Task requirements: Report back every line from the entries below in which the word "ends" occurs.

Exercise data:
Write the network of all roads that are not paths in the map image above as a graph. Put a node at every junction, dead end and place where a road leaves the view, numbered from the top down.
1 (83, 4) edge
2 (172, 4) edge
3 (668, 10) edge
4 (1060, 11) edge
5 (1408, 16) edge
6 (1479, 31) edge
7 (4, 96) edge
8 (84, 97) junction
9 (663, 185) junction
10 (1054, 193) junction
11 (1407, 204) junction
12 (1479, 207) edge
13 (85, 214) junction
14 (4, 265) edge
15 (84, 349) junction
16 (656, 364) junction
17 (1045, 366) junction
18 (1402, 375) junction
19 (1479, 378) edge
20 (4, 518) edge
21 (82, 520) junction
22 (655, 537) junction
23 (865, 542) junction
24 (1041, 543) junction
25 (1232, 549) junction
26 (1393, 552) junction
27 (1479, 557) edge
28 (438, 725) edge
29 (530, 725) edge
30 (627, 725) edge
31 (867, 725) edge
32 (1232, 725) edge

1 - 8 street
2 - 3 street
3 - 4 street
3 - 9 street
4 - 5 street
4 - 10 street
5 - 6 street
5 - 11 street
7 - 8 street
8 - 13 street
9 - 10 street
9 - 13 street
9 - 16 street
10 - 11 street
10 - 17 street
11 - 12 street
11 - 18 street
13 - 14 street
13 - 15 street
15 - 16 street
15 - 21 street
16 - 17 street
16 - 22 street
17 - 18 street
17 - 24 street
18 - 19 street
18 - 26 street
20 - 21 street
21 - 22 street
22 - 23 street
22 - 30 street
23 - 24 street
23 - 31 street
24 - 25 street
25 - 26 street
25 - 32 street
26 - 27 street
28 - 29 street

* * *

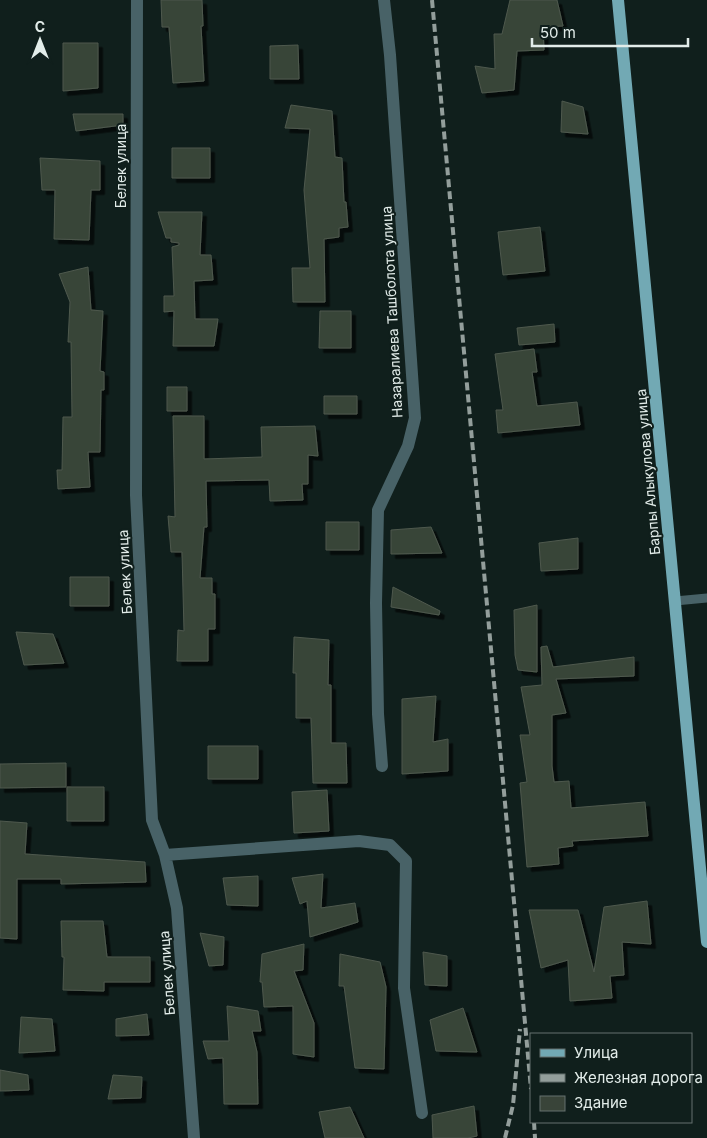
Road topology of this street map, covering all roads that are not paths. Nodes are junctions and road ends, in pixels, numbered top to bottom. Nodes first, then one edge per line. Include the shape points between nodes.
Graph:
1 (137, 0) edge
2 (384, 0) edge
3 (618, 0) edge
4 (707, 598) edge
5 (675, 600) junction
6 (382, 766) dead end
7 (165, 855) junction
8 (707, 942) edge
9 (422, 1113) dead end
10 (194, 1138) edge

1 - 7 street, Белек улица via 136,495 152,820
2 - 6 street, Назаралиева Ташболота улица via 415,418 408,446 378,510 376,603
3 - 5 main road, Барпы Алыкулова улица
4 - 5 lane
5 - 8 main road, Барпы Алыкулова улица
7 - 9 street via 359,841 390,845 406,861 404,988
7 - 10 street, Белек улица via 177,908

==

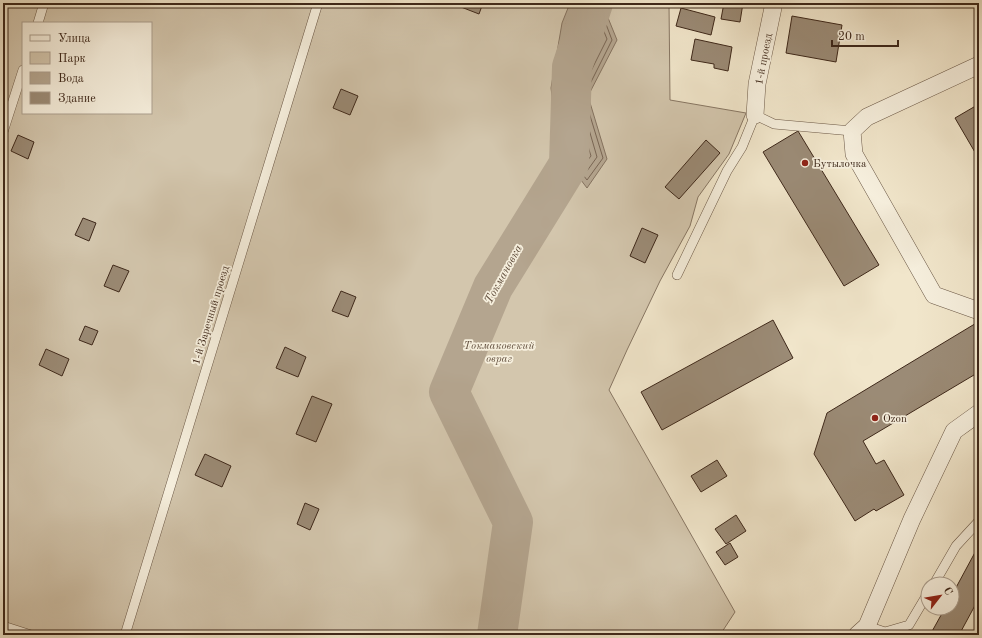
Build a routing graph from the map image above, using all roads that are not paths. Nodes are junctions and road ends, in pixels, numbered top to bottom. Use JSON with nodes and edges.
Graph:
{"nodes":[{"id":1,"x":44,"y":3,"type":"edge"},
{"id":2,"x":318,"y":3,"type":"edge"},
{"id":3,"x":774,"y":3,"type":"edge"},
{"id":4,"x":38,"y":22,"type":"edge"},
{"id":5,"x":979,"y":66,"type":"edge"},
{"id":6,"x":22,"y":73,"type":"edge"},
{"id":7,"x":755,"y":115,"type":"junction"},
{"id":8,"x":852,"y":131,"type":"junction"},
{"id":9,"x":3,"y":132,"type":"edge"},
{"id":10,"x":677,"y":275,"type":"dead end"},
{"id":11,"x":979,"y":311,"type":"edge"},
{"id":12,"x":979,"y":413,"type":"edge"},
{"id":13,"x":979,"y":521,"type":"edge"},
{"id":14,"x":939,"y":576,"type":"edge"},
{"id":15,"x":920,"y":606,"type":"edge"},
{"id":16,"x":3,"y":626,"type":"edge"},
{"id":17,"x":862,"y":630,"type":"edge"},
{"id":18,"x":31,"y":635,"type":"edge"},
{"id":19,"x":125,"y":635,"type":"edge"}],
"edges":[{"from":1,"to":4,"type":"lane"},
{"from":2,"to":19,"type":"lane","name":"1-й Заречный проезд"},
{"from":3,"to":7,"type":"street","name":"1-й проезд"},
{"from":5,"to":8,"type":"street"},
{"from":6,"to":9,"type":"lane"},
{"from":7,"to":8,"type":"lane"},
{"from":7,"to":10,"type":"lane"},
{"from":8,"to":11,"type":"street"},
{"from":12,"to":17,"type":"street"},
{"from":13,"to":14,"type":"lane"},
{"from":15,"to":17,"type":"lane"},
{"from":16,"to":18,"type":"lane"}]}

Response to this exercise:
Road topology of this street map, covering all roads that are not paths. Nodes are junctions and road ends, in pixels, numbered top to bottom. Nodes first, then one edge per line. Include the shape points between nodes.
Build a routing graph from the map image above, using all roads that are not paths. Nodes are junctions and road ends, in pixels, numbered top to bottom. Use JSON with nodes and edges.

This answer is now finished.